Problem.
Search the data for the string "北野松岡線" and copy each line where it turns up.

Record extracts.
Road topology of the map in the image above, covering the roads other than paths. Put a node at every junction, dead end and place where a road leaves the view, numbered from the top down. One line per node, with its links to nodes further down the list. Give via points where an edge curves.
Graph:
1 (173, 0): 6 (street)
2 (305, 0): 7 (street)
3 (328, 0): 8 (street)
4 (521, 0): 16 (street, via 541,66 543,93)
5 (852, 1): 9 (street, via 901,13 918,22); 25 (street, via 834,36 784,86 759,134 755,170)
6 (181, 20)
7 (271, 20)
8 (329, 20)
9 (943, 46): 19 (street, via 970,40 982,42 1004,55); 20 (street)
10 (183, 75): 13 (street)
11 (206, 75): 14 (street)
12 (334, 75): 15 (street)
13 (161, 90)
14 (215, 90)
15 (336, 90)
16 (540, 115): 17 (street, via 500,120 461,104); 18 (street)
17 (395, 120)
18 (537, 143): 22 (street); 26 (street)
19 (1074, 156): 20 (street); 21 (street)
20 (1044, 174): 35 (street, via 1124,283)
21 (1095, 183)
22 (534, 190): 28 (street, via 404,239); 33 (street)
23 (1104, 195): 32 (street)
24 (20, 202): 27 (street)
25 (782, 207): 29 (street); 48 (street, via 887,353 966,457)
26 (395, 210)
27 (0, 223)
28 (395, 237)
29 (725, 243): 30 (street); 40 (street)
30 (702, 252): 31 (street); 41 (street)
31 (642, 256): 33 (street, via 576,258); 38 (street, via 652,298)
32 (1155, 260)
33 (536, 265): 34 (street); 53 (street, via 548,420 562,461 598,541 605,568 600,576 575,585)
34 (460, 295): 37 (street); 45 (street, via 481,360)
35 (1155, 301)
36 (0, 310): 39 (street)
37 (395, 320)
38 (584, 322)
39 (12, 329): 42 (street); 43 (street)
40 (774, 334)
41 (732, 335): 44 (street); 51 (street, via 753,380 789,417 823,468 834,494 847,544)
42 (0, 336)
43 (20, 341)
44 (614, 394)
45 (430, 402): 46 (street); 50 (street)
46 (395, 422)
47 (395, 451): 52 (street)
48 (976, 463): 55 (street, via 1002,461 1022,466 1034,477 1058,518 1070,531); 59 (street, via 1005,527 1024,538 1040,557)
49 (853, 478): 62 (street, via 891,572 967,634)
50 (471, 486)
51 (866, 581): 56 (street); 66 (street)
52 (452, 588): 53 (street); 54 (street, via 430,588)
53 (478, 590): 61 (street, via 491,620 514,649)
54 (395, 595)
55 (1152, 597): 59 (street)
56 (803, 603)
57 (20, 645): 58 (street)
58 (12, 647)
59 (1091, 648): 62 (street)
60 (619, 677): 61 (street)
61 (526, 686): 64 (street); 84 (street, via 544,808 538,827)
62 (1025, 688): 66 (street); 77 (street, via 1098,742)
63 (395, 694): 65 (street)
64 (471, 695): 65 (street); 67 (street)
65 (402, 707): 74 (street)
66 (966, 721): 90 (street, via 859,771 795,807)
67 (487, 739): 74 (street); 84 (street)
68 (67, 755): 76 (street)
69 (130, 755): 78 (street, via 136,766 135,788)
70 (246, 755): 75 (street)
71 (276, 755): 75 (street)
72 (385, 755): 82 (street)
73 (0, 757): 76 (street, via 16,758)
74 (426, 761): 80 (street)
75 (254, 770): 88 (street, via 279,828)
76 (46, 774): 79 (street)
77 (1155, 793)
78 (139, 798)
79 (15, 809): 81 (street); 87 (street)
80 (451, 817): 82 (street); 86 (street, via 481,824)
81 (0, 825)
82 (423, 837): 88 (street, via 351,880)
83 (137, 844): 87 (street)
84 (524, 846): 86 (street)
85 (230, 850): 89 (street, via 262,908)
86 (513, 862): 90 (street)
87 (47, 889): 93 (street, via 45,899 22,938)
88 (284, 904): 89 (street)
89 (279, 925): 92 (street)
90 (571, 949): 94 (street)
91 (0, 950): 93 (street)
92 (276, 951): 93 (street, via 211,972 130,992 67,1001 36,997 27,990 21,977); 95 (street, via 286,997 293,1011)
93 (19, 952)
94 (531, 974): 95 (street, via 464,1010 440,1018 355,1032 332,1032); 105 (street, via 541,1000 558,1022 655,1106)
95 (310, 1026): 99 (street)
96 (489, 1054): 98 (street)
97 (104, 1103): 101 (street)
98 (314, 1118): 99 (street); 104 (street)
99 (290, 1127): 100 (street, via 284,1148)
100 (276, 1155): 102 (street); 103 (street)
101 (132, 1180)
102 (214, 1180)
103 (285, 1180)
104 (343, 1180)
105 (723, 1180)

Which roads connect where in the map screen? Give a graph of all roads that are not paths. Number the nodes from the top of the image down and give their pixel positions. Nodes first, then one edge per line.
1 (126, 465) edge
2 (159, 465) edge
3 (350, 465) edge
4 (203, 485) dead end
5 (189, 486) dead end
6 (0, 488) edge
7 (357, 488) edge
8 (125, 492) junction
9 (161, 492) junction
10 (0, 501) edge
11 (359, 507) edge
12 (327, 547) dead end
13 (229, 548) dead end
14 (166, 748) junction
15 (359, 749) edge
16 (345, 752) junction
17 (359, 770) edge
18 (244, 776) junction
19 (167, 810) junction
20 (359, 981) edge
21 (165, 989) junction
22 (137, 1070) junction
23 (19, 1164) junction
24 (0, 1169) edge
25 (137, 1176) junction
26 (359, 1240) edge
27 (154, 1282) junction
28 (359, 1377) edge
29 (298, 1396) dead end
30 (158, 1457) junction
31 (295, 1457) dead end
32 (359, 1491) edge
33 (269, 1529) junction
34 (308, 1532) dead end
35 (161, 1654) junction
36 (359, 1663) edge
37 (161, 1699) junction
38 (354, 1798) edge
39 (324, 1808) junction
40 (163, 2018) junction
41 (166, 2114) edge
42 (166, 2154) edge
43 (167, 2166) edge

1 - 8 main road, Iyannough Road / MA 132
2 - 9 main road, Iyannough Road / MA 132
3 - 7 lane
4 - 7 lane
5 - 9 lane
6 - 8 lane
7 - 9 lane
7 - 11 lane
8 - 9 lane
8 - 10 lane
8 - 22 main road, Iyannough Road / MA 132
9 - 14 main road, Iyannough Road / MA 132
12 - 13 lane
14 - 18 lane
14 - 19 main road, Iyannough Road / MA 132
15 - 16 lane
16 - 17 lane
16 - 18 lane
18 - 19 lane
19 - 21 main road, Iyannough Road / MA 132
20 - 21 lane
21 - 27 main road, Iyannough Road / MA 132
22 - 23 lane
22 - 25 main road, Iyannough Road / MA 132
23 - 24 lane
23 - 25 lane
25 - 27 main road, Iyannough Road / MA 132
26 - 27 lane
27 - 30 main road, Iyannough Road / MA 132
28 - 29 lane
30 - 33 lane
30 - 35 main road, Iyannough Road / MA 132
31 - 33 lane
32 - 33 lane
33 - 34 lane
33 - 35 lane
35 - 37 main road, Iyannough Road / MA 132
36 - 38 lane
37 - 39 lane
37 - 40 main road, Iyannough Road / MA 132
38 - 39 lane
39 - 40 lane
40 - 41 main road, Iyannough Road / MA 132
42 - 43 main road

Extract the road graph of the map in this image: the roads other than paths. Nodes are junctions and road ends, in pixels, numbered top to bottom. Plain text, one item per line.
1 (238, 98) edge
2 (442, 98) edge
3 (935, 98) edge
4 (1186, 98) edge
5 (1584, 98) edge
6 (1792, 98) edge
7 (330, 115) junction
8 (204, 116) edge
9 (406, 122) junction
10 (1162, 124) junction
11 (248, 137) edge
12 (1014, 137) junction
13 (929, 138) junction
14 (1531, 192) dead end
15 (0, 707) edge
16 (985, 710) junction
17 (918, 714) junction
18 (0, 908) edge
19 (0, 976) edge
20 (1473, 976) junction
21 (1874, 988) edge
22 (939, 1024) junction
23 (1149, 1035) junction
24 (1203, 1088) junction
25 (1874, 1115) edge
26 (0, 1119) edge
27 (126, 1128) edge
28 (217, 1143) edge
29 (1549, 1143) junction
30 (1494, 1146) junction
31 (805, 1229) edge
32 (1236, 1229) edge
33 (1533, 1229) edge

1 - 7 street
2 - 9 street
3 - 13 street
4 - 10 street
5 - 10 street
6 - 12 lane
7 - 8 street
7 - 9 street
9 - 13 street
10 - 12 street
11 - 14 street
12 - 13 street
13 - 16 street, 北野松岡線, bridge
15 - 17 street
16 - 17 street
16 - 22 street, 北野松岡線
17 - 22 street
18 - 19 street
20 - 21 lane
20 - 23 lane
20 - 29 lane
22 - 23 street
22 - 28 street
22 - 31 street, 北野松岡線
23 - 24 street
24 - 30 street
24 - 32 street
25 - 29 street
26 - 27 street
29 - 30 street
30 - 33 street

Task response.
13 - 16 street, 北野松岡線, bridge
16 - 22 street, 北野松岡線
22 - 31 street, 北野松岡線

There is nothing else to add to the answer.